Come prescritto dalle Linee guida del Ministero della Salute, in occasione di eventuali lavori di ristrutturazione o di demolizione di parte di immobili, per essere sicuri che le lane minerali rinvenute non siano pericolose bisogna conoscerne la composizione chimica (tenore degli ossidi alcalino e alcalino terrosi e diametro delle fibre). In questi casi il progettista o l’impresa devono poter accertare la sussistenza di pericolosità dei materiali presenti in un cantiere pertanto, in diverse regioni d’Italia, vige la prassi che ci si possa rivolgere a laboratori pubblici e ad Agenzie Regionali per la Protezione dell’Ambiente per avere riscontri utili e attendibili.

Il parere del medico del lavoro

Dott  Domenico Spinoso da medicitalia.it

Prendendo spunto da un recente consulto a cui ho risposto dal quale si evidenzia un diffuso timore, vorrei dare alcuni chiarimenti sulla paventata cancerogenicitá delle cosiddette fibre artificiali vetrose e nello specifico la lana di vetro e la lana di roccia che oggi risultano tra i prodotti più diffusi per l’isolamento termico e acustico.

L’Agenzia Internazionale per la Ricerca sul Cancro (IARC) nel 2002 ha inserito le lane minerali nel Gruppo 3, cioè fra le sostanze “non classificabili quanto alla cancerogenicità per l’uomo”

Il Ministero della Salute ha redatto un testo dal titolo: “Le Fibre Artificiali Vetrose (FAV) – Linee guida per l’applicazione della normativa inerente ai rischi di esposizioni e le misure di prevenzione per la tutela della salute”.

Anche il Ministero conclude che al momento non esistono prove certe che la lana di vetro e la lana di roccia siano cancerogene.

Per verificare se una fibra artificiale vetrosa è o meno cancerogena, bisogna rifarsi a due parametri definiti dal Regolamento (CE) n.1272/2008: il fattore della bio-solubilità e il diametro geometrico medio ponderale.

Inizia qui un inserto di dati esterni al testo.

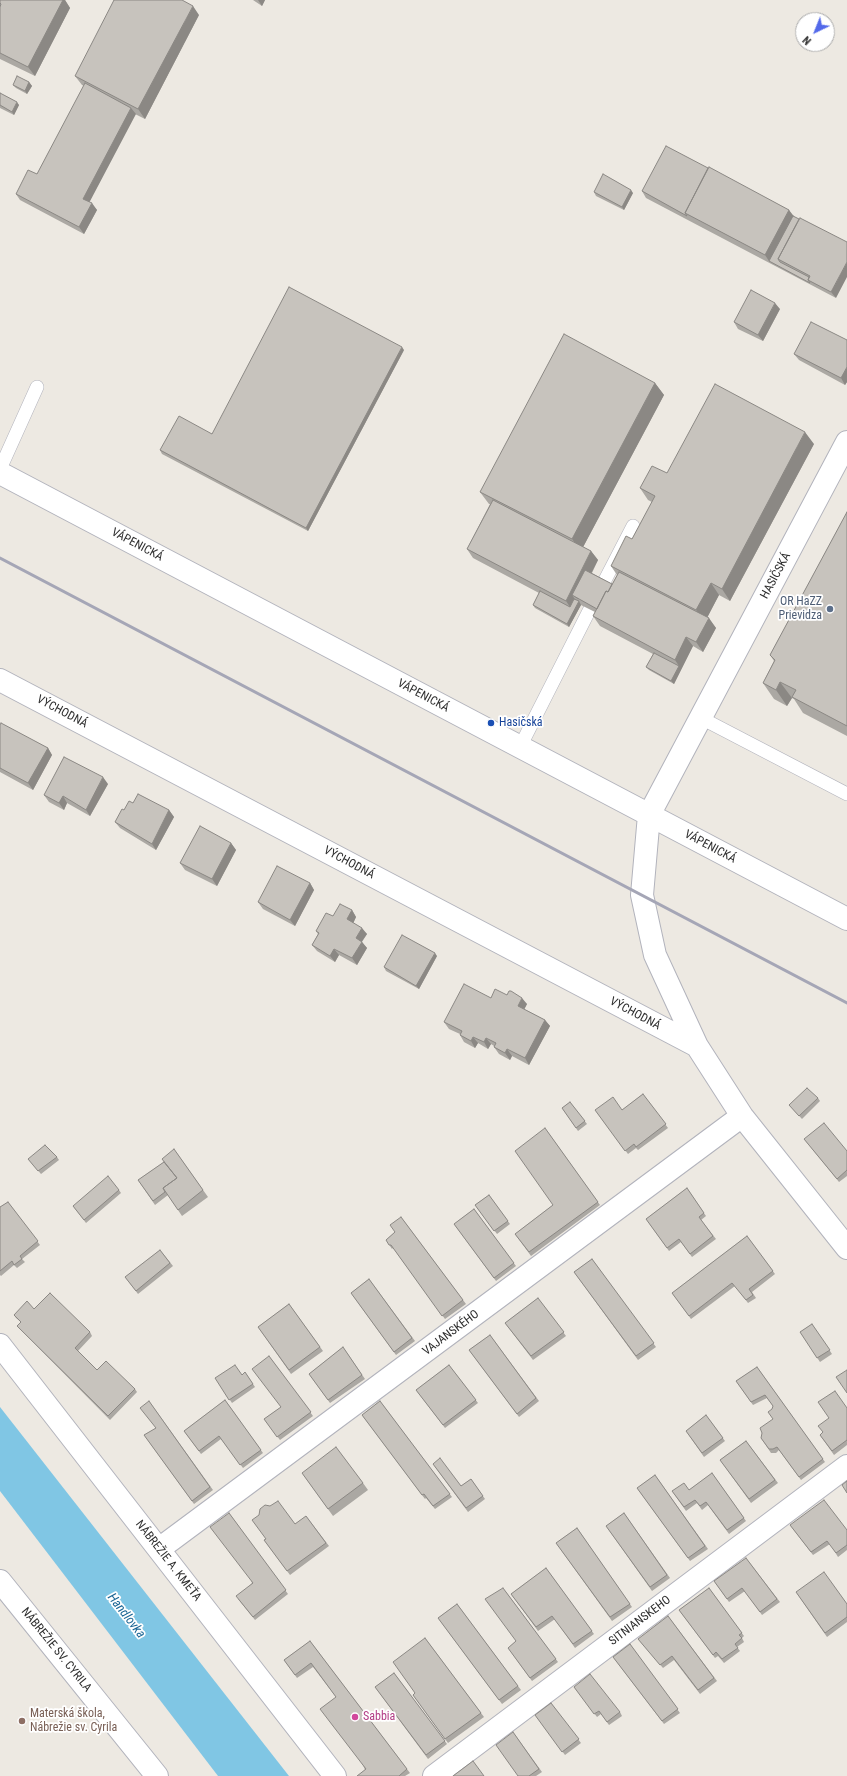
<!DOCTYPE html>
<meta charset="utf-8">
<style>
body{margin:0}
#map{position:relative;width:847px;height:1776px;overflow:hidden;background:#ede9e2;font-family:"Roboto Condensed",sans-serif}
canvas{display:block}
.north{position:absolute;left:795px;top:12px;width:40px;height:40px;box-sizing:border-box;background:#fff;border:1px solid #ababab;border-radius:50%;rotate:223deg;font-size:11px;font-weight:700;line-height:16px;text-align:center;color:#2e2e2e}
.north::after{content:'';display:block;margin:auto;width:14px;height:18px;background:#5369ea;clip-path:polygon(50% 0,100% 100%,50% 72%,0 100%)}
</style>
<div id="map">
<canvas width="847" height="1776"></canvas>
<div class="north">N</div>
</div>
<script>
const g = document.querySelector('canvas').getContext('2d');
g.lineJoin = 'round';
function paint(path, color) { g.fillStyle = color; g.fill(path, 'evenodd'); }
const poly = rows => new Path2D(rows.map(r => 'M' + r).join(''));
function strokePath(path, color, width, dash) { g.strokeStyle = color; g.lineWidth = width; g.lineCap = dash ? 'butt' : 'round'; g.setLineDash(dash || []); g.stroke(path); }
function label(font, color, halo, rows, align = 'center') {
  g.font = font + ' "Roboto Condensed",sans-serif'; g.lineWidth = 3.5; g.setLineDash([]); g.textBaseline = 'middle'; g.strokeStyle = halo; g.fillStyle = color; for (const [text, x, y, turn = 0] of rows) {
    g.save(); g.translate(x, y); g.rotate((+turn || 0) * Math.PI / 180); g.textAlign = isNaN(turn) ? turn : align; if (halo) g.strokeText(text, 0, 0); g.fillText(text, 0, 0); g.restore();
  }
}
const water = poly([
 [0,1407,289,1776,218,1776,0,1491]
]);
const lane = poly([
 [0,469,37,387],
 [603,584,633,526],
 [701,718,847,794],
 [520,747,590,609]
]);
const street = poly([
 [847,442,649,815,642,895,655,955,697,1046,742,1116,847,1248],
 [0,473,847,919],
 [0,680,697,1046],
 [0,1345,335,1776],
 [159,1549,742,1116],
 [0,1581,157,1776],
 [434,1776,847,1466]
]);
const rail = poly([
 [0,558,847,1003]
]);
const wall = poly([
 [0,0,65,0,70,8,35,76,0,59],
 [253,0,265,0,262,6],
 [199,15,145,119,135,114,89,202,97,210,84,234,20,200,16,194,37,174,84,86,82,85,75,76],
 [29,82,32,86,27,94,16,88,13,85],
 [0,93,19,105,14,115,0,108],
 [708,168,789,210,836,298,646,198,642,191],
 [594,192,633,193,624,210,596,196],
 [780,309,763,341,738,329,734,322],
 [847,340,847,382,845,385,799,360,794,354],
 [404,350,308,531,162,454,160,450,212,434],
 [655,383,664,395,583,547,591,551,598,560,592,573,612,584,617,575,611,566,632,539,652,502,648,500,640,488,667,473,814,444,730,601,719,595,707,617,716,628,703,652,693,646,674,684,649,670,646,667,653,654,600,626,593,616,595,612,581,605,569,627,535,608,533,605,539,593,473,558,467,549,490,504,489,504,480,492],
 [847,512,847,736,803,713,794,699,792,698,787,706,774,699,763,683,774,661,770,655],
 [0,725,48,748,52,755,33,790,0,772],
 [108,784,90,816,67,803,64,810,49,802,44,795],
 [133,803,169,810,174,817,156,850,120,828,115,822,124,810],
 [231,843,236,850,217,886,185,870,180,863],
 [310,883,314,890,295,926,263,909,258,902],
 [352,910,356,917,353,923,367,934,362,942,367,948,357,965,339,955,335,962,317,951,312,945,318,934,316,931,333,916],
 [437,956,419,989,386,971,384,967],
 [507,995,527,1004,524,1009,545,1020,550,1026,529,1065,512,1056,510,1060,499,1054,494,1047,494,1046,491,1044,488,1049,478,1043,475,1048,464,1042,460,1035,460,1034,449,1029,444,1022,491,998],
 [643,1094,668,1128,638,1150,636,1148,628,1154,595,1110,622,1110],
 [818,1098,820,1101,802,1119,789,1105],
 [570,1102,587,1124,578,1131,562,1108],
 [545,1128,600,1205,531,1256,515,1234,553,1205],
 [804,1139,847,1151,847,1176,839,1182],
 [174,1149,208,1197,182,1216,168,1195,155,1205,138,1180,164,1162],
 [57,1157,59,1160,41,1174,28,1159],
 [687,1188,706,1216,701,1220,716,1239,692,1257,681,1242,669,1251,646,1219],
 [119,1190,121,1193,86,1223,73,1206],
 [489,1195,510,1224,497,1234,475,1205],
 [8,1202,40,1245,22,1259,25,1262,17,1268,14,1265,1,1276,0,1275,0,1207],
 [474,1209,516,1266,496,1281,454,1224],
 [401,1217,466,1304,445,1319,393,1248,392,1249,386,1240,395,1232],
 [747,1236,775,1274,752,1292,756,1298,748,1303,735,1286,691,1319,672,1293],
 [160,1250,173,1266,138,1294,125,1277],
 [592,1259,656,1347,638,1360,574,1272],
 [369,1279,415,1341,396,1355,351,1293],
 [538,1298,566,1336,533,1360,505,1323],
 [289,1304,323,1351,291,1374,258,1327],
 [34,1309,90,1332,92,1336,78,1351,97,1370,135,1389,137,1392,110,1420,20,1329,17,1326,21,1322,16,1318,14,1315],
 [812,1324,832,1354,820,1362,800,1332],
 [490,1335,539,1401,519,1417,469,1350],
 [343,1347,365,1379,330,1403,309,1374],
 [269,1356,313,1416,280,1440,264,1419,281,1407],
 [449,1365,478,1403,445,1428,416,1390],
 [757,1367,825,1462,801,1480,779,1450,776,1453,771,1453,761,1438,773,1419,773,1406,767,1398,753,1405,736,1381],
 [245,1372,255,1387,232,1403,215,1378,242,1375],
 [225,1400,263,1453,243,1468,221,1439,201,1454,184,1431],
 [149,1401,213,1490,194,1504,144,1435,156,1428],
 [380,1401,452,1497,435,1509,426,1498,425,1499,362,1415],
 [847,1408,847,1445,834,1455,820,1435,823,1432,829,1418],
 [706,1415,725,1441,704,1457,686,1431],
 [746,1441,778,1483,751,1503,720,1460],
 [433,1464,461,1486,471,1479,485,1499,468,1512],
 [302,1473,363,1483,368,1490,333,1516],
 [712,1473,746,1521,729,1534,708,1505,702,1510,697,1503,686,1511,672,1491,689,1490],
 [655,1475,708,1549,690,1561,637,1488],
 [229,1513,288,1594,255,1620,238,1599,252,1583],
 [624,1513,670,1578,652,1591,606,1526],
 [306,1516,329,1546,290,1575,264,1540,295,1524],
 [790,1525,847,1530,847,1550,838,1557,830,1544,813,1555],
 [577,1528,632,1607,612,1621,556,1543],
 [746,1558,780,1602,762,1615,745,1591,729,1602,714,1581],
 [546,1568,594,1634,575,1648,555,1619,538,1631,511,1594],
 [503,1588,558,1662,532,1681,508,1648,516,1641],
 [709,1588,744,1636,742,1638,744,1642,737,1647,740,1651,724,1663,718,1656,715,1658,679,1610],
 [796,1592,847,1604,847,1622,827,1637],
 [457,1604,521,1690,502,1704,438,1618],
 [668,1616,717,1681,700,1694,674,1660,663,1668,638,1639],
 [425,1638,484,1717,448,1743,413,1695,415,1693],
 [310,1641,410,1773,405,1776,357,1776,365,1770,336,1697,313,1667,297,1678,284,1660],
 [630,1644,680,1713,664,1724,613,1657],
 [394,1673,447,1744,428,1759,375,1687],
 [574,1687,620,1712,622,1716,609,1725,601,1714,597,1717],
 [551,1703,581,1743,565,1755,535,1715],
 [513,1732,542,1772,536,1776,518,1776]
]);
const shadedWall = poly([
 [63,0,65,0,70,8,35,76,28,67],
 [258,0,265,0,262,6],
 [193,6,199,15,145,119,138,109],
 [29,82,32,86,27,94,25,91],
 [17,102,19,105,14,115,12,112],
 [131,108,136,114,88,205,83,199],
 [631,190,633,193,624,210,622,207],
 [92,203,97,210,84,234,79,227],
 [789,210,796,219,769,261,765,255],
 [847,262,847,277,836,298,831,292],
 [775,303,780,309,763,341,758,335],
 [402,347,404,350,308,531,306,528],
 [847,367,847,382,845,385,841,378],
 [655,383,664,395,581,551,572,539],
 [805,432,814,444,730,601,722,589],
 [591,551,598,560,578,599,572,595,577,602,572,610,566,601],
 [711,583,719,595,705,622,696,610],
 [579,601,581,605,569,627,567,624],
 [709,618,716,628,703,652,696,642],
 [686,637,693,646,674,684,671,681,679,666,675,660],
 [780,682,792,698,787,706,776,690],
 [48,748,52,755,33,790,28,783],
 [103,777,108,784,90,816,86,810],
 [63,796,67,803,64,810,59,803],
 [169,810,174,817,156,850,152,844],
 [231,843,236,850,217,886,212,879],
 [310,883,314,890,295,926,290,920],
 [352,910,356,917,352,926,347,919],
 [362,928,367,934,360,944,356,938],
 [362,942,367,948,357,965,352,958],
 [334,949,339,955,335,962,330,956],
 [435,953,437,956,419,989,416,986],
 [522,998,527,1004,523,1012,518,1006],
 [545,1020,550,1026,529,1065,525,1058],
 [473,1037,478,1043,475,1048,471,1041],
 [486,1038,491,1044,488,1049,484,1042],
 [507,1049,512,1056,510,1060,505,1053]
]);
const building = poly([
 [0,0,63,0,28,67,0,53,0,7,1,4,0,3,0,0],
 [114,0,182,0,193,6,138,109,75,76,114,0],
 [17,76,29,82,25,91,13,85,17,76],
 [85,83,131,108,83,199,92,203,79,227,16,194,28,170,37,174,85,83],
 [0,93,17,102,12,112,0,105,0,93],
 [666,146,708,168,685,213,687,216,642,191,666,146],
 [709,167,789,210,765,255,685,213,709,167],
 [603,174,631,190,622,207,594,192,603,174],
 [793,216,799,219,778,259,780,262,809,277,808,280,810,283,769,261,793,216],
 [800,218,847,242,847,262,831,292,808,280,810,276,778,259,800,218],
 [289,287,402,347,306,528,160,450,179,416,212,434,289,287],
 [751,290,775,303,758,335,734,322,751,290],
 [811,322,847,340,847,367,841,378,794,354,811,322],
 [564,334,655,383,572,539,480,492,564,334],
 [715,384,805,432,722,589,711,583,696,610,611,566,626,536,632,539,655,496,640,488,652,466,667,473,715,384],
 [493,500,591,551,566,601,467,549,493,500],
 [847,512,847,726,792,697,796,690,780,682,776,690,763,683,775,660,770,655,847,512],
 [585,570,612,584,608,592,606,591,597,609,572,595,585,570],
 [619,572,709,618,696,642,686,637,675,660,593,616,606,591,608,592,619,572],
 [540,591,570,607,574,599,579,601,567,624,533,605,540,591],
 [654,653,679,666,671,681,646,667,654,653],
 [1,723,48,748,28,783,0,768,0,725,1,723],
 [64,757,103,777,86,810,63,796,59,803,44,795,64,757],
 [138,794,169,810,152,844,115,822,122,809,124,810,129,801,133,803,138,794],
 [200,826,231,843,212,879,180,863,200,826],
 [277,866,310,883,290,920,258,902,277,866],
 [340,904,352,910,347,919,362,928,356,938,362,942,352,958,334,949,330,956,312,945,319,933,316,931,326,913,333,916,340,904],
 [402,935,435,953,416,986,384,967,402,935],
 [464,984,491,998,495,989,507,995,509,991,511,991,522,998,518,1006,545,1020,525,1058,507,1049,505,1053,494,1047,496,1043,486,1038,484,1042,473,1037,471,1041,460,1035,462,1031,444,1022,464,984],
 [807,1088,818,1098,799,1116,789,1105,807,1088],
 [643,1094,666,1124,636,1147,634,1144,625,1151,595,1110,613,1097,622,1110,643,1094],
 [570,1102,585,1121,576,1128,562,1108,570,1102],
 [824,1123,847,1151,847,1170,837,1179,804,1139,824,1123],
 [545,1128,598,1202,529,1252,515,1234,553,1205,515,1151,545,1128],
 [45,1145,57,1157,38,1171,28,1159,45,1145],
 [174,1149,203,1190,178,1210,163,1188,177,1178,162,1159,174,1149],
 [164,1162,177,1178,163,1188,165,1192,153,1201,138,1180,164,1162],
 [108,1176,119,1190,84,1220,73,1206,108,1176],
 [687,1188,704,1213,699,1217,713,1236,690,1254,679,1239,667,1248,646,1219,687,1188],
 [489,1195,508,1221,494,1231,475,1205,489,1195],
 [8,1202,38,1241,20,1256,22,1259,14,1265,12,1261,0,1271,0,1207,8,1202],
 [474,1209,514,1263,494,1278,454,1224,474,1209],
 [401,1217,463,1300,442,1316,391,1245,389,1245,386,1240,395,1232,390,1225,401,1217],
 [747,1236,773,1271,749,1289,753,1295,746,1300,732,1283,689,1316,672,1293,747,1236],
 [160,1250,170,1263,136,1291,125,1277,160,1250],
 [592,1259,654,1343,636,1356,574,1272,592,1259],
 [369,1279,412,1338,394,1352,351,1293,369,1279],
 [50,1293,90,1332,75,1348,97,1370,106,1361,135,1389,108,1416,17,1326,21,1322,14,1315,27,1301,34,1309,50,1293],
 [538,1298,564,1332,531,1356,505,1323,538,1298],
 [289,1304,320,1347,289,1370,258,1327,289,1304],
 [812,1324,830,1350,817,1358,800,1332,812,1324],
 [490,1335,536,1398,517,1414,469,1350,490,1335],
 [343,1347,362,1375,328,1400,309,1374,343,1347],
 [269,1356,311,1412,277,1437,264,1419,281,1407,252,1369,269,1356],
 [235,1365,242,1375,245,1372,253,1384,229,1400,215,1378,235,1365],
 [449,1365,476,1400,443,1425,416,1390,449,1365],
 [757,1367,823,1459,799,1477,777,1447,773,1449,769,1449,761,1438,762,1433,760,1428,773,1419,768,1412,772,1409,773,1406,765,1395,751,1402,736,1381,757,1367],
 [847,1370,847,1393,836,1377,847,1370],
 [835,1391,847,1408,847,1440,832,1451,820,1435,823,1432,818,1426,829,1418,818,1402,835,1391],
 [225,1400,261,1450,240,1465,219,1436,199,1451,184,1431,225,1400],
 [149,1401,210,1487,192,1501,144,1435,156,1428,140,1408,149,1401],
 [380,1401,450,1494,433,1506,424,1494,422,1495,362,1415,380,1401],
 [706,1415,723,1438,702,1453,686,1431,706,1415],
 [746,1441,775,1480,749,1499,720,1460,746,1441],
 [336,1447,363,1483,328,1509,302,1473,336,1447],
 [440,1458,461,1486,471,1479,483,1496,466,1508,433,1464,440,1458],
 [712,1473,744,1518,727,1530,706,1502,700,1506,695,1500,684,1507,672,1491,684,1483,689,1490,712,1473],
 [655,1475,705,1546,688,1558,637,1488,655,1475],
 [847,1481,847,1493,842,1485,847,1481],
 [824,1500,847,1530,847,1545,836,1553,827,1541,811,1552,790,1525,824,1500],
 [278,1501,295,1524,306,1516,326,1543,287,1571,264,1540,266,1539,252,1520,259,1515,260,1509,265,1505,270,1506,278,1501],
 [229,1513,286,1590,253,1617,236,1596,253,1583,210,1527,229,1513],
 [624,1513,667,1575,650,1587,606,1526,624,1513],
 [577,1528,630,1604,610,1617,556,1543,577,1528],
 [746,1558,777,1599,760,1612,742,1588,727,1599,714,1581,746,1558],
 [546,1568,592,1631,573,1644,552,1616,536,1627,511,1594,546,1568],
 [824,1572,847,1604,847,1617,825,1633,796,1592,824,1572],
 [503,1588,556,1659,530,1678,508,1648,516,1641,485,1599,503,1588],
 [709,1588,742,1633,739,1635,742,1638,735,1644,738,1648,722,1659,716,1652,713,1655,679,1610,709,1588],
 [457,1604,518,1686,499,1700,438,1618,457,1604],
 [668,1616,714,1678,698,1690,672,1656,660,1665,638,1639,668,1616],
 [425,1638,481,1713,445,1739,413,1695,415,1693,393,1662,425,1638],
 [310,1641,407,1769,399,1776,357,1776,366,1769,320,1709,336,1697,311,1663,295,1675,284,1660,310,1641],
 [630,1644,678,1709,662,1721,613,1657,630,1644],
 [394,1673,445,1741,426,1755,375,1687,394,1673],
 [590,1674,620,1712,607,1722,599,1711,594,1714,574,1687,590,1674],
 [551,1703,579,1739,562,1752,535,1715,551,1703],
 [513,1732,539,1769,529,1776,518,1776,496,1745,513,1732],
 [473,1761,484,1776,453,1776,473,1761]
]);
const markers = [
 [830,609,4,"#5c6f8a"],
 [491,723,4,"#1a4fb4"],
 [355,1717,4,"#d1479c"],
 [22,1721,4,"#8d6e63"]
];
const streetNames = [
 ["VÁPENICKÁ",137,545,28],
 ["HASIČSKÁ",776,576,-62],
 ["VÁPENICKÁ",423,696,28],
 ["VÝCHODNÁ",62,712,28],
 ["VÁPENICKÁ",710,847,28],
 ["VÝCHODNÁ",349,863,28],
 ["VÝCHODNÁ",635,1014,28],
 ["VAJANSKÉHO",451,1333,-37],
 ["NÁBREŽIE A. KMEŤA",168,1561,52],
 ["SITNIANSKEHO",640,1621,-37],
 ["NÁBREŽIE SV. CYRILA",56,1650,51]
];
const serviceNames = [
 ["OR HaZZ",822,602],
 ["Prievidza",822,616]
];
const transitNames = [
 ["Hasičská",499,723]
];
const educationNames = [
 ["Materská škola,",30,1714],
 ["Nábrežie sv. Cyrila",30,1728]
];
const hotelNames = [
 ["Sabbia",363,1717]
];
const waterNames = [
 ["Handlovka",126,1616,52]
];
paint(water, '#80c6e4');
strokePath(lane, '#b2b3bc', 14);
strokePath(street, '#b2b3bc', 24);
strokePath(lane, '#fff', 13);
strokePath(street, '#fff', 22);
strokePath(rail, '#a5a6b6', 3);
paint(wall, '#aba8a3');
paint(shadedWall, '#8b8884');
paint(building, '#c7c3bd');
strokePath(building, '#8b8884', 1);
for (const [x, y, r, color] of markers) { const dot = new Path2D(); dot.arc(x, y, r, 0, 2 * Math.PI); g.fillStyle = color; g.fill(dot); strokePath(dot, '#fff', 1.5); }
label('12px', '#2e2e2e', '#fff', streetNames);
label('12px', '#4e5e75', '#fff', serviceNames, 'right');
label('12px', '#164399', '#fff', transitNames, 'left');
label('12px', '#785e54', '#fff', educationNames, 'left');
label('12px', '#b23c85', '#fff', hotelNames, 'left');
label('italic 13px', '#1b6695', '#fff', waterNames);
</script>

Il fattore della bio-solubilità, descritto nella “Nota Q” del regolamento, stabilisce che le fibre classificate come “bio-solubili”, quelle cioè con alta concentrazione di ossidi alcalini e alcalino-terrosi, vengono smaltite dall’organismo prima che causino effetti nocivi.

Il diametro geometrico è il parametro che determina la respirabilità delle fibre: più piccole sono e più facilmente penetrano nelle vie respiratorie. 

Tale parametro, trattato nella “Nota R” del Regolamento, deve essere superiore ai 6 micron per garantirne la sicurezza.

Quindi le fibre artificiali vetrose non sono considerate cancerogene se rispettano il fattore della bio-solubilità e hanno diametri geometrici medi ponderali superiori ai 6 micron.

In conclusione possiamo dunque dire che chi lavora in aziende di produzione, chi si occupa della posa in opera o comunque chi manipola lane di vetro o di roccia conformi alla “Nota Q” o alla “Nota R” (e quindi classificate come “non pericolose”), deve soltanto rispettare le norme base di prudenza (indossare guanti e occhiali protettivi e idonei indumenti, oltre a una maschera protettiva contro la possibile inalazione di particolato).

Anche in ambito hobbystico e del bricolage è necessario che gli interessati in fase di acquisto del materiale si assicurino che questo risponda ai requisiti di non pericolosità sopra richiamati e segua durante l’utilizzo, le norme base di prudenza come per gli operatori professionali.